───── DATA PROVIDED

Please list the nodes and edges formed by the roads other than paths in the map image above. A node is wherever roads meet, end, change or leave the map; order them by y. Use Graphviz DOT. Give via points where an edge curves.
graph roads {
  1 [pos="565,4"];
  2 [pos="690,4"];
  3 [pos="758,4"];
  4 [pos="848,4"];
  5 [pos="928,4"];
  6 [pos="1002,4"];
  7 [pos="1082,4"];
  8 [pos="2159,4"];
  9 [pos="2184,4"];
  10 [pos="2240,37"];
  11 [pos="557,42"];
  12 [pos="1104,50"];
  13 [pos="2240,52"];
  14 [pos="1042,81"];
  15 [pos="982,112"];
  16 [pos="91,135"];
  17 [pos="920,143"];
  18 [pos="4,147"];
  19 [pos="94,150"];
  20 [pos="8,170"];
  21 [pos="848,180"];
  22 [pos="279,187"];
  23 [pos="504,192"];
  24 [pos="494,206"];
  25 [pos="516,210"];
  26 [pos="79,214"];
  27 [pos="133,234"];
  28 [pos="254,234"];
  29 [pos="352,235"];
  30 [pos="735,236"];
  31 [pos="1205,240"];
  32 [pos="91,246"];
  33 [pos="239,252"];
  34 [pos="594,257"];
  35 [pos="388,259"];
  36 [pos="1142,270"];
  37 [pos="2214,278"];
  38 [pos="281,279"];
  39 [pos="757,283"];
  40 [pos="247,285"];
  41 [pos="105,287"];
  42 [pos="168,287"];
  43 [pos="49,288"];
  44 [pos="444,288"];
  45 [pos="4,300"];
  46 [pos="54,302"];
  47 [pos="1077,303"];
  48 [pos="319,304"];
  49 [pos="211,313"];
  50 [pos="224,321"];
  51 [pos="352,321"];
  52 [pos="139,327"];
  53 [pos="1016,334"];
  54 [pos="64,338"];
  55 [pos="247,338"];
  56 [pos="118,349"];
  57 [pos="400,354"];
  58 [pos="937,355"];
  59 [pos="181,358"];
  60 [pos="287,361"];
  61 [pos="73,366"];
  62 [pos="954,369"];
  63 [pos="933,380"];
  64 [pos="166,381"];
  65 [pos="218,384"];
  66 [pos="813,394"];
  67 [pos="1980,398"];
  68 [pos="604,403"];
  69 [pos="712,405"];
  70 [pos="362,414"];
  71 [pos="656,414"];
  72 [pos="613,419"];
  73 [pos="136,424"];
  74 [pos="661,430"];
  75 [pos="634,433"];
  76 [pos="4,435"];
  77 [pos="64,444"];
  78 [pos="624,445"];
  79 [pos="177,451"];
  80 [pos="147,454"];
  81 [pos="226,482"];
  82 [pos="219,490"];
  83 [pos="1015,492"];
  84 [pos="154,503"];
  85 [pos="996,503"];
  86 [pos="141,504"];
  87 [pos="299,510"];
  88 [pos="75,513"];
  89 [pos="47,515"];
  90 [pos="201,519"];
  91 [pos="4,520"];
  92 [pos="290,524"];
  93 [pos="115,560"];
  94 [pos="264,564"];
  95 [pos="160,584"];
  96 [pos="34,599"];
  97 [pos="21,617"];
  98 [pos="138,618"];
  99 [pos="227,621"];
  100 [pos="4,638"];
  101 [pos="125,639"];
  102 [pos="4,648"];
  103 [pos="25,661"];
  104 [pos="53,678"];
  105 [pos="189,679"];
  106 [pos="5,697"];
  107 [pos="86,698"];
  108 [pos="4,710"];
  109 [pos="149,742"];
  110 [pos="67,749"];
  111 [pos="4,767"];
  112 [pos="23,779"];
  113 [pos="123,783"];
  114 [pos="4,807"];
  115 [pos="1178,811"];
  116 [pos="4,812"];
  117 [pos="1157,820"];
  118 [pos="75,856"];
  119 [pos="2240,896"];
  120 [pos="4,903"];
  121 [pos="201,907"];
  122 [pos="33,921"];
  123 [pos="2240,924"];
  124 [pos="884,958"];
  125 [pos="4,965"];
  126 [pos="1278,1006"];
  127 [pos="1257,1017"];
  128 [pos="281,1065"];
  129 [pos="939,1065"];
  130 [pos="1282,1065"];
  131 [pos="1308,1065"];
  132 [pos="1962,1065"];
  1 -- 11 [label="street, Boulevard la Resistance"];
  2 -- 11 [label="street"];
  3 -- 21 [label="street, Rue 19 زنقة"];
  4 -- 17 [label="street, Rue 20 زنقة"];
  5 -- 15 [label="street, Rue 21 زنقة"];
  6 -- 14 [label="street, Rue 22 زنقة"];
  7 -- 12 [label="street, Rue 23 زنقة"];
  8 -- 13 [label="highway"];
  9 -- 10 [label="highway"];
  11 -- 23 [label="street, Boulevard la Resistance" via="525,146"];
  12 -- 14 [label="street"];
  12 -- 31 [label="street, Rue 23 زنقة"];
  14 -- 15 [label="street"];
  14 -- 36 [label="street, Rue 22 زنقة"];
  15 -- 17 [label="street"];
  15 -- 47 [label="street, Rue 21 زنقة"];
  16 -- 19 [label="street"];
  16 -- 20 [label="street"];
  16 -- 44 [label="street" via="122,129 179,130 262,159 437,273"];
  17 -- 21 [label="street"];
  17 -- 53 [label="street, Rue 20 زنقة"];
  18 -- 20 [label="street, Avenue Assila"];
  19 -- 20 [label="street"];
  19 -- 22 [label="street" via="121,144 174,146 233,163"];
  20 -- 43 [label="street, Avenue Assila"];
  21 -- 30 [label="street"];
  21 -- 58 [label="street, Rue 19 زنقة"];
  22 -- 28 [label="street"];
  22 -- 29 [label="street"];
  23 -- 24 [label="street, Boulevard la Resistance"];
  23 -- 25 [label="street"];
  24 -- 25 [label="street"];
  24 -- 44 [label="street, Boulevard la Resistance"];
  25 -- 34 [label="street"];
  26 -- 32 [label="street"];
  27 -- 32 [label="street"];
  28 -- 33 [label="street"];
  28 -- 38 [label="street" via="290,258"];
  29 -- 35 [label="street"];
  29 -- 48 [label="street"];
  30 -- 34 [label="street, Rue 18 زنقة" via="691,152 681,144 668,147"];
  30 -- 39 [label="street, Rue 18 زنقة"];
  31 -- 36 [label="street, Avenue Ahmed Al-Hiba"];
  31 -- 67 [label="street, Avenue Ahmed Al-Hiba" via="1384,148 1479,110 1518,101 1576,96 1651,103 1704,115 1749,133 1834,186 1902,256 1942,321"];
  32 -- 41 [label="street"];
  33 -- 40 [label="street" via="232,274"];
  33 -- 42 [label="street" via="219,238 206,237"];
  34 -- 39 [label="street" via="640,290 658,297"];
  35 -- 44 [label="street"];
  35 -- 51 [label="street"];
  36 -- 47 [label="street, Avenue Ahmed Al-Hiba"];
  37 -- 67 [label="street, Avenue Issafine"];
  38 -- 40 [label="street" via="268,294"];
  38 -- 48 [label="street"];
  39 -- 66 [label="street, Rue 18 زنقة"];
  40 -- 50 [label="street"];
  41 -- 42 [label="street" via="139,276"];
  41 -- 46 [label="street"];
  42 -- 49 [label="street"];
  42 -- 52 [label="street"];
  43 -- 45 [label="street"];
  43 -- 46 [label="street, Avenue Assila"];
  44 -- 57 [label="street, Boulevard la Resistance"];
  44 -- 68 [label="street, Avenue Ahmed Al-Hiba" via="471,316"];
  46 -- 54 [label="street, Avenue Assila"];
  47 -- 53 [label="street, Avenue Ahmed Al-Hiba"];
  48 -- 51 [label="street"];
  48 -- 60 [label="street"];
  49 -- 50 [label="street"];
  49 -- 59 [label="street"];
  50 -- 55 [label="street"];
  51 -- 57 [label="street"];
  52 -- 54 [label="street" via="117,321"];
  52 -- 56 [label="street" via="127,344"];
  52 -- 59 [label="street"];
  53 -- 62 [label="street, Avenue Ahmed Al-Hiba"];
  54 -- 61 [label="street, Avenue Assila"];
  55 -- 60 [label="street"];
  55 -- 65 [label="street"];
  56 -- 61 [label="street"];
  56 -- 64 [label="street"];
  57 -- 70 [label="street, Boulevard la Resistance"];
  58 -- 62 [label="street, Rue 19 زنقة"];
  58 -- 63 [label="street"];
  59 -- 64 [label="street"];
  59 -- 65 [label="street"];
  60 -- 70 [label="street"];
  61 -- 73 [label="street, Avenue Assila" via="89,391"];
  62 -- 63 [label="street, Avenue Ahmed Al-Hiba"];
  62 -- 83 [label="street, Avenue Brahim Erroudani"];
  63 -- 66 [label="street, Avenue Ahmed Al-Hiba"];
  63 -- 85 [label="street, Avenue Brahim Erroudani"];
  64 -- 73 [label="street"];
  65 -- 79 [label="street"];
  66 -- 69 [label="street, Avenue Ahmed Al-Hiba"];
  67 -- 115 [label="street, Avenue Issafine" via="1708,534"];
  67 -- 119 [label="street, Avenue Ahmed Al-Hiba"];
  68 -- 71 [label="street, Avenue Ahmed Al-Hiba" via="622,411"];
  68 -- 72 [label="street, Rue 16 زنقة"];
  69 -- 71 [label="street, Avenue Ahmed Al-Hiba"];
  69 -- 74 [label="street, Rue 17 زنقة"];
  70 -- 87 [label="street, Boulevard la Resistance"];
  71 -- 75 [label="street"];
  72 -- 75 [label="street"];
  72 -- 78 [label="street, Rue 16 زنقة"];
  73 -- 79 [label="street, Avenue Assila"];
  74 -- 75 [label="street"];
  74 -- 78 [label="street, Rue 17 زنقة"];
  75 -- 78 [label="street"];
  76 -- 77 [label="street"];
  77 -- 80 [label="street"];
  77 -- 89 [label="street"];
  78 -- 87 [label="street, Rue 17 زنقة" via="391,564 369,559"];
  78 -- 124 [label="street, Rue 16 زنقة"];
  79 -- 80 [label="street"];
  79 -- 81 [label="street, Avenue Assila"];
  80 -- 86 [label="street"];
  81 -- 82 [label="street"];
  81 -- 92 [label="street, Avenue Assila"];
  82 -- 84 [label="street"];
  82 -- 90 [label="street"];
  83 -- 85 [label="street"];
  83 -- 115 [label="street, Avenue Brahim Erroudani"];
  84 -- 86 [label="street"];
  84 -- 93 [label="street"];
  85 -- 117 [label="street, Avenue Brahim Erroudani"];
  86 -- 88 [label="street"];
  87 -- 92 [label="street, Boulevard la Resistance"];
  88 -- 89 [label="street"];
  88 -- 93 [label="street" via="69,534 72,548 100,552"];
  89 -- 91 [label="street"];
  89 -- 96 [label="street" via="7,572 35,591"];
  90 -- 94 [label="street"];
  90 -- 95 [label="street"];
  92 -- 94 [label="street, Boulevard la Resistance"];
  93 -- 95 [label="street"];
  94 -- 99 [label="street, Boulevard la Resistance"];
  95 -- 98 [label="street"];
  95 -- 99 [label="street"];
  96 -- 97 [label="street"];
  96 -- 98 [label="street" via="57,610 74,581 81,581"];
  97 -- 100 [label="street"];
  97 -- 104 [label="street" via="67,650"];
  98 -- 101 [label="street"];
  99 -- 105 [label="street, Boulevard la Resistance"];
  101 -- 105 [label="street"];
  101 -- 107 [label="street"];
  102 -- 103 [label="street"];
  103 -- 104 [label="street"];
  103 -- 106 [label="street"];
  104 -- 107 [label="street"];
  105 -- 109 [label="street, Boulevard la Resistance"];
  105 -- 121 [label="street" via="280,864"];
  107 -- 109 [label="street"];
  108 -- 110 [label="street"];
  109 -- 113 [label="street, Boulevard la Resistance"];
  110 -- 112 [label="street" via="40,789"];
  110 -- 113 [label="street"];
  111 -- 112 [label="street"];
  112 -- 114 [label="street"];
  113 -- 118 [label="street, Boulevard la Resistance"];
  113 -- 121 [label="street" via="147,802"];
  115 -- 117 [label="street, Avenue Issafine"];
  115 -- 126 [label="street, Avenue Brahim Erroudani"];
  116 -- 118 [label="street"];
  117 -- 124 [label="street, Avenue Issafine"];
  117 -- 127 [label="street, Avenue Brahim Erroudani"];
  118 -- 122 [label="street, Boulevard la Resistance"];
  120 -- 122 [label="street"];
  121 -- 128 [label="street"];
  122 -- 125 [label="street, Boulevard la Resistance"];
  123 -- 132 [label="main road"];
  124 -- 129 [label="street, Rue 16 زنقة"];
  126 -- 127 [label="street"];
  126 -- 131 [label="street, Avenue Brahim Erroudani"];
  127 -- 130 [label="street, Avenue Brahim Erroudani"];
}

──────────

EXERCISE AIM: Find and copy each line of the data where "highway" is present.

RESPONSE TO THIS TASK:
  8 -- 13 [label="highway"];
  9 -- 10 [label="highway"];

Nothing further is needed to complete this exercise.